═════ Entries provided ═════

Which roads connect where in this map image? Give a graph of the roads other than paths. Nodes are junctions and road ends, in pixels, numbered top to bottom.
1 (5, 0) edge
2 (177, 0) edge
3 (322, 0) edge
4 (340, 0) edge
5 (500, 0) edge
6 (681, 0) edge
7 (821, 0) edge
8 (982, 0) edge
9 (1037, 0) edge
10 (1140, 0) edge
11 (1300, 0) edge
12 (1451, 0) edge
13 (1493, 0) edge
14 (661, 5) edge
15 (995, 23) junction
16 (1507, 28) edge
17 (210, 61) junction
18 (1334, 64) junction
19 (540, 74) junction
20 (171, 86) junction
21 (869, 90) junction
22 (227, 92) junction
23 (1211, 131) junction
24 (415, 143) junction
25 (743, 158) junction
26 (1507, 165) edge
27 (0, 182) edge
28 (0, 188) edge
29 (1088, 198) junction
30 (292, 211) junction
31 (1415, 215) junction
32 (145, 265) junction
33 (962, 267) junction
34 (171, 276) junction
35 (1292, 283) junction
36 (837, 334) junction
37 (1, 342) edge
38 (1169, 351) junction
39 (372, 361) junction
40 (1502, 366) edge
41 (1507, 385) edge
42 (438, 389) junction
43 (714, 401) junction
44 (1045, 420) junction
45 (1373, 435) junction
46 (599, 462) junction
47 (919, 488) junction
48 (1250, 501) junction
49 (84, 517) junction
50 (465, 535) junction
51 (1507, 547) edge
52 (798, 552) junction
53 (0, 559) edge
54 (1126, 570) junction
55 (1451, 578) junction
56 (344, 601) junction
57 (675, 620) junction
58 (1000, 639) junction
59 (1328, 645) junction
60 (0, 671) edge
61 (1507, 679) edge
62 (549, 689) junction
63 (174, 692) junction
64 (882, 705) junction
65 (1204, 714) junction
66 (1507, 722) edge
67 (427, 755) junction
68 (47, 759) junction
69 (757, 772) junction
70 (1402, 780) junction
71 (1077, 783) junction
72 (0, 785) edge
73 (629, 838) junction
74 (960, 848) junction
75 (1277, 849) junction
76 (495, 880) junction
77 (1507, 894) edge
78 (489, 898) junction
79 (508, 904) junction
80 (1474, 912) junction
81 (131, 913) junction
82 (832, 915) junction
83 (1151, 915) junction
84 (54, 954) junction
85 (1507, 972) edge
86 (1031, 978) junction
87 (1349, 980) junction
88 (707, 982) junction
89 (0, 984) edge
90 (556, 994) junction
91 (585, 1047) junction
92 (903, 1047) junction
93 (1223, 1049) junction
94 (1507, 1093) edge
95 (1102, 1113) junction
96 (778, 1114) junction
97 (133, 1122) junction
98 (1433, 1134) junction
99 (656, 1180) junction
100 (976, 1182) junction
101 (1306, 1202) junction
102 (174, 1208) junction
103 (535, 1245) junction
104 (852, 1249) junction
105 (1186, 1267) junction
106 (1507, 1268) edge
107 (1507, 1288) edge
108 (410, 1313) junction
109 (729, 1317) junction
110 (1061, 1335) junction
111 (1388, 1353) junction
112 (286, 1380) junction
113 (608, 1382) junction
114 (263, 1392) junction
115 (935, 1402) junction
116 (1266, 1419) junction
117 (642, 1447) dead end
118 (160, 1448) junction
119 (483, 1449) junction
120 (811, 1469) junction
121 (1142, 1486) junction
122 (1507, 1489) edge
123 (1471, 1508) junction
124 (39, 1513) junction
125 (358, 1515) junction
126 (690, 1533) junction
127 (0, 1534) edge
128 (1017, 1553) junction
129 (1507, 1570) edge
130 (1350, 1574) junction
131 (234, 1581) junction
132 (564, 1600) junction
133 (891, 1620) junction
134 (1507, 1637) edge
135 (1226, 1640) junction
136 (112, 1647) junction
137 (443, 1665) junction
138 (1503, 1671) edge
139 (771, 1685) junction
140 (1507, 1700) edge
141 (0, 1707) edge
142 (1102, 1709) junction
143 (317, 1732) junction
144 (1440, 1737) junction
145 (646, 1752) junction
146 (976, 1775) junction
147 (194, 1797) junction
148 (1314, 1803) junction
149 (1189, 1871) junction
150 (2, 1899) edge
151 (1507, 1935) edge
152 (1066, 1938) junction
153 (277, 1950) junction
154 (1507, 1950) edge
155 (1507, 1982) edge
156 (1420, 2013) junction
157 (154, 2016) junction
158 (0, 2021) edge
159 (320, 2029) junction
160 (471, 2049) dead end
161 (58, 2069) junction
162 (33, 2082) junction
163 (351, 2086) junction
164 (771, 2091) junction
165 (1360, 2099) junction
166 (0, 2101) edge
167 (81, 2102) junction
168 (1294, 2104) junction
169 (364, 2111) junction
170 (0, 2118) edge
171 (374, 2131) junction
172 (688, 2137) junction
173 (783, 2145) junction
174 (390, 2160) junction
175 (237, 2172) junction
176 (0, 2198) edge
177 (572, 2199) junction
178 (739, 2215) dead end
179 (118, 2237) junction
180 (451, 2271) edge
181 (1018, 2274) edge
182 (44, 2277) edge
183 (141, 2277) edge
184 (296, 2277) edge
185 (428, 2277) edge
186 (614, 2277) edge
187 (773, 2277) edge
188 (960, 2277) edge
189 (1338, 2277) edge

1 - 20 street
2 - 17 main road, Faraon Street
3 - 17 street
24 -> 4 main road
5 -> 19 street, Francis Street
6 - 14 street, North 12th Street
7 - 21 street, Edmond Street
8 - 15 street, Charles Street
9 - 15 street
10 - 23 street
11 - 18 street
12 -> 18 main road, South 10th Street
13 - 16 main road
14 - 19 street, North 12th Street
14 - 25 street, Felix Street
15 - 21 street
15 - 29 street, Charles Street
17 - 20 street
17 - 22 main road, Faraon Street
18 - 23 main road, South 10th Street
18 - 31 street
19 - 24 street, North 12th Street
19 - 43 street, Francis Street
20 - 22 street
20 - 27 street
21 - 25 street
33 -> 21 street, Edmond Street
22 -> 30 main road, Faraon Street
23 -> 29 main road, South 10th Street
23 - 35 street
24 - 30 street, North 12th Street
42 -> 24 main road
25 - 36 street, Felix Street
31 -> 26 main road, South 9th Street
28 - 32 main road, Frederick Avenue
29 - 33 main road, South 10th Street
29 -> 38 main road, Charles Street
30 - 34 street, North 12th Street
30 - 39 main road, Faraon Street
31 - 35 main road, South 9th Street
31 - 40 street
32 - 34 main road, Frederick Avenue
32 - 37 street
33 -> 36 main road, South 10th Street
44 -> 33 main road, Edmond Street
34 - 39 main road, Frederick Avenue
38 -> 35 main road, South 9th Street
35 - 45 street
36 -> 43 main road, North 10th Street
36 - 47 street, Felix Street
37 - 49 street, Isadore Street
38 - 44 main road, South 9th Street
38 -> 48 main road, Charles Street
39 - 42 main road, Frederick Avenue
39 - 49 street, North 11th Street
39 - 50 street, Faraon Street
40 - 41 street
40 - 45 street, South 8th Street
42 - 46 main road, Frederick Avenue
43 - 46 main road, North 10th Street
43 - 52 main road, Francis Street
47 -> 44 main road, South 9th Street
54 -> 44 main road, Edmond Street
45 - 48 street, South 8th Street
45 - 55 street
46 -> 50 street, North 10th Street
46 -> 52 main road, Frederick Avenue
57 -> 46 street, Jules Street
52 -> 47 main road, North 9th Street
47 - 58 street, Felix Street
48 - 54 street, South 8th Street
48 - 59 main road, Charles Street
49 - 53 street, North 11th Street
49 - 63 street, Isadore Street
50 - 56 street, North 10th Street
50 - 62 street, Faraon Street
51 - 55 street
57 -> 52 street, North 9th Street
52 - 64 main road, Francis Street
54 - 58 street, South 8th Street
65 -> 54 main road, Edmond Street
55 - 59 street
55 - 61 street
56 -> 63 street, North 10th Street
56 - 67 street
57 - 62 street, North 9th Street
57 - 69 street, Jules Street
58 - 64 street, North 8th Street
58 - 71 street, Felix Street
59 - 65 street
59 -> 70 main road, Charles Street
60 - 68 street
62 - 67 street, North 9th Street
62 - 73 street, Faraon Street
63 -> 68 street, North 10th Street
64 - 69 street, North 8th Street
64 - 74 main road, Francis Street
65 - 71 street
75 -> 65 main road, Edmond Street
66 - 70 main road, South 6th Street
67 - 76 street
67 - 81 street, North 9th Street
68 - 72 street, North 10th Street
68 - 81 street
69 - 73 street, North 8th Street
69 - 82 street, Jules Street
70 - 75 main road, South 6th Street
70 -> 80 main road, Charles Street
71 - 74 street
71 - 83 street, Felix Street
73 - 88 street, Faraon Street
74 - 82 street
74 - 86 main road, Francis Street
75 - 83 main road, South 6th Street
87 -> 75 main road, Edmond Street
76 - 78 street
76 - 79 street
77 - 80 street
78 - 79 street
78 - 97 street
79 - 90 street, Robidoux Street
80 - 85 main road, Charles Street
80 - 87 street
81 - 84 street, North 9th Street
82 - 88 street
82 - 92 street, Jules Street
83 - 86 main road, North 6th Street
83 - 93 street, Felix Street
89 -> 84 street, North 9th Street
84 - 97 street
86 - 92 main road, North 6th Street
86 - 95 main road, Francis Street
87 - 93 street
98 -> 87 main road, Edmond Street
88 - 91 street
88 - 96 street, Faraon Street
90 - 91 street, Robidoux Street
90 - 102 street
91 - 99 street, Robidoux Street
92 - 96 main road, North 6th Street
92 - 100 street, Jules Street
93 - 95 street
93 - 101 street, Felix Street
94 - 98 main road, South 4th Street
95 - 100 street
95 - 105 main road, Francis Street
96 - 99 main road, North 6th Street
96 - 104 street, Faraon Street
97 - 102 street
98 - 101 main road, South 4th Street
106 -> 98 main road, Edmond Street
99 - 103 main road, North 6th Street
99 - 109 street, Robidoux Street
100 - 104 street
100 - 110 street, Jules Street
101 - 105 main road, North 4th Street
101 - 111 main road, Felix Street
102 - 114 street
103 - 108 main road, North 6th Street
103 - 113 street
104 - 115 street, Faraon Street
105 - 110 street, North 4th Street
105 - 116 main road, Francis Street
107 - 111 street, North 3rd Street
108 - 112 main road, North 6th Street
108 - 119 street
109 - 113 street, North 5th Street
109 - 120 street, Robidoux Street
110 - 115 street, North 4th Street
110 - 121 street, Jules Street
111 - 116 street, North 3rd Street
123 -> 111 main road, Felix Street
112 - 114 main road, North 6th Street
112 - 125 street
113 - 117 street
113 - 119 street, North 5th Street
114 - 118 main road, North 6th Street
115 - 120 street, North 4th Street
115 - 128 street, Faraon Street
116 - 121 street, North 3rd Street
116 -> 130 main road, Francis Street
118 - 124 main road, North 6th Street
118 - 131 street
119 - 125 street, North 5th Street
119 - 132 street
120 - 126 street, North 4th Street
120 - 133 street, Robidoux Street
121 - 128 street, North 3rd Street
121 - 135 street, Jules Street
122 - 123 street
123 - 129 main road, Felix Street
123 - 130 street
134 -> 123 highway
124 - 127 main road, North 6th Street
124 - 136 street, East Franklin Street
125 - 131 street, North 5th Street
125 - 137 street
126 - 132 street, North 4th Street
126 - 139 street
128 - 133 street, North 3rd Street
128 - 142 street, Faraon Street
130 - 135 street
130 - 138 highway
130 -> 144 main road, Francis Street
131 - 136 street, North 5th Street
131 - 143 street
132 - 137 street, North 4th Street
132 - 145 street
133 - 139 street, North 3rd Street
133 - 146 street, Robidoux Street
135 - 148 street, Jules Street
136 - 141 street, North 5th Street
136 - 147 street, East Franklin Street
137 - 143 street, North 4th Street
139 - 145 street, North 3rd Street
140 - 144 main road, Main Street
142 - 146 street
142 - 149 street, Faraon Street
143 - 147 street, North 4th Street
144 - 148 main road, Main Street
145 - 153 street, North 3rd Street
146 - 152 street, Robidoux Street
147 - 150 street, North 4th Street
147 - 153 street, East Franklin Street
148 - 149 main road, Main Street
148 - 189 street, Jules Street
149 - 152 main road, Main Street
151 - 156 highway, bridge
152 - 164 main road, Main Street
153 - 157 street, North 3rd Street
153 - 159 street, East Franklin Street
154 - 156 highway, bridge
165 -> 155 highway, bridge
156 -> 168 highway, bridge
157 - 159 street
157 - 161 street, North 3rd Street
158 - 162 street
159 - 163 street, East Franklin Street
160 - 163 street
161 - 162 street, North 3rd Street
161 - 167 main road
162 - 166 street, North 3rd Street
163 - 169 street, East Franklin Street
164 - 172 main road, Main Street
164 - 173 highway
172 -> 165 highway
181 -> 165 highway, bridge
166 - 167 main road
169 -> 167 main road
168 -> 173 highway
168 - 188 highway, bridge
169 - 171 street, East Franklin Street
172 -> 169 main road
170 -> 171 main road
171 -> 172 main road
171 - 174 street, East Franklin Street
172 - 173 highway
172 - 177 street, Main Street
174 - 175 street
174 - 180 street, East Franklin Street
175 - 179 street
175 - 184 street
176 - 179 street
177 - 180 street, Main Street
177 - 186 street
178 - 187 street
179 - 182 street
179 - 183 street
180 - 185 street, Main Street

═════

Required action: Copy every line of the records above that holds the word "dead".

Response area:
117 (642, 1447) dead end
160 (471, 2049) dead end
178 (739, 2215) dead end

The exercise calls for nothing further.